Every single record needs to be restated word for word.

───

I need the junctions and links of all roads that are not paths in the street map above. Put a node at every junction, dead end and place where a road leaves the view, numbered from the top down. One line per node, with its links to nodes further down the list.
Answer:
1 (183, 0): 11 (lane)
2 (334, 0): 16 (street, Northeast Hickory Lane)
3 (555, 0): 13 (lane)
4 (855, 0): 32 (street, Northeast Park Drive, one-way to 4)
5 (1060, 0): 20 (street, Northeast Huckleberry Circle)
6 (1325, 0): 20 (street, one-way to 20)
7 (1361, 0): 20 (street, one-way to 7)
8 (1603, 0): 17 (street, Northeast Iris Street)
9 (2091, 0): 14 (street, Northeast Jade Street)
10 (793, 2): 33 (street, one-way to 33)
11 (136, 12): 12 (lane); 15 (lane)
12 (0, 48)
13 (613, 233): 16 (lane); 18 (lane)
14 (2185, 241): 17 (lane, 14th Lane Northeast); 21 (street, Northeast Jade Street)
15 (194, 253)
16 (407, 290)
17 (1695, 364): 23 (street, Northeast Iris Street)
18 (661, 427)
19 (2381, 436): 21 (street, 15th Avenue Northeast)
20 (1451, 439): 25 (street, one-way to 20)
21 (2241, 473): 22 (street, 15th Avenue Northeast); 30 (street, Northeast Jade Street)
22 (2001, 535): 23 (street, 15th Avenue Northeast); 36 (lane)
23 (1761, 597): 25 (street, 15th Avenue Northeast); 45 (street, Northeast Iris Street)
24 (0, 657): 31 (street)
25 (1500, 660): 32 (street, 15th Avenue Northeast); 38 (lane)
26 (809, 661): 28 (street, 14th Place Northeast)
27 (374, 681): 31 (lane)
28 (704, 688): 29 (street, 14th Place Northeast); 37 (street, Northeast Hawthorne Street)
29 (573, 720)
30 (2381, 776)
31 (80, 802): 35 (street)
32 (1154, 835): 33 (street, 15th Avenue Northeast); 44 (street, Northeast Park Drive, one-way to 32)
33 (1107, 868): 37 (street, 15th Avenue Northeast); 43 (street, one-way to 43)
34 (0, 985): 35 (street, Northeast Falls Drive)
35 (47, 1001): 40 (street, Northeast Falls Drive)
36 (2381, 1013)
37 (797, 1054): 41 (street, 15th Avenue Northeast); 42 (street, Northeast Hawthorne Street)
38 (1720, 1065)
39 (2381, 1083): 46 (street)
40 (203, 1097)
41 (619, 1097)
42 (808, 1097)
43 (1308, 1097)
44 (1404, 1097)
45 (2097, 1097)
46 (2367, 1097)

───

▸ **Response to this exercise**
I need the junctions and links of all roads that are not paths in the street map above. Put a node at every junction, dead end and place where a road leaves the view, numbered from the top down. One line per node, with its links to nodes further down the list.
Answer:
1 (183, 0): 11 (lane)
2 (334, 0): 16 (street, Northeast Hickory Lane)
3 (555, 0): 13 (lane)
4 (855, 0): 32 (street, Northeast Park Drive, one-way to 4)
5 (1060, 0): 20 (street, Northeast Huckleberry Circle)
6 (1325, 0): 20 (street, one-way to 20)
7 (1361, 0): 20 (street, one-way to 7)
8 (1603, 0): 17 (street, Northeast Iris Street)
9 (2091, 0): 14 (street, Northeast Jade Street)
10 (793, 2): 33 (street, one-way to 33)
11 (136, 12): 12 (lane); 15 (lane)
12 (0, 48)
13 (613, 233): 16 (lane); 18 (lane)
14 (2185, 241): 17 (lane, 14th Lane Northeast); 21 (street, Northeast Jade Street)
15 (194, 253)
16 (407, 290)
17 (1695, 364): 23 (street, Northeast Iris Street)
18 (661, 427)
19 (2381, 436): 21 (street, 15th Avenue Northeast)
20 (1451, 439): 25 (street, one-way to 20)
21 (2241, 473): 22 (street, 15th Avenue Northeast); 30 (street, Northeast Jade Street)
22 (2001, 535): 23 (street, 15th Avenue Northeast); 36 (lane)
23 (1761, 597): 25 (street, 15th Avenue Northeast); 45 (street, Northeast Iris Street)
24 (0, 657): 31 (street)
25 (1500, 660): 32 (street, 15th Avenue Northeast); 38 (lane)
26 (809, 661): 28 (street, 14th Place Northeast)
27 (374, 681): 31 (lane)
28 (704, 688): 29 (street, 14th Place Northeast); 37 (street, Northeast Hawthorne Street)
29 (573, 720)
30 (2381, 776)
31 (80, 802): 35 (street)
32 (1154, 835): 33 (street, 15th Avenue Northeast); 44 (street, Northeast Park Drive, one-way to 32)
33 (1107, 868): 37 (street, 15th Avenue Northeast); 43 (street, one-way to 43)
34 (0, 985): 35 (street, Northeast Falls Drive)
35 (47, 1001): 40 (street, Northeast Falls Drive)
36 (2381, 1013)
37 (797, 1054): 41 (street, 15th Avenue Northeast); 42 (street, Northeast Hawthorne Street)
38 (1720, 1065)
39 (2381, 1083): 46 (street)
40 (203, 1097)
41 (619, 1097)
42 (808, 1097)
43 (1308, 1097)
44 (1404, 1097)
45 (2097, 1097)
46 (2367, 1097)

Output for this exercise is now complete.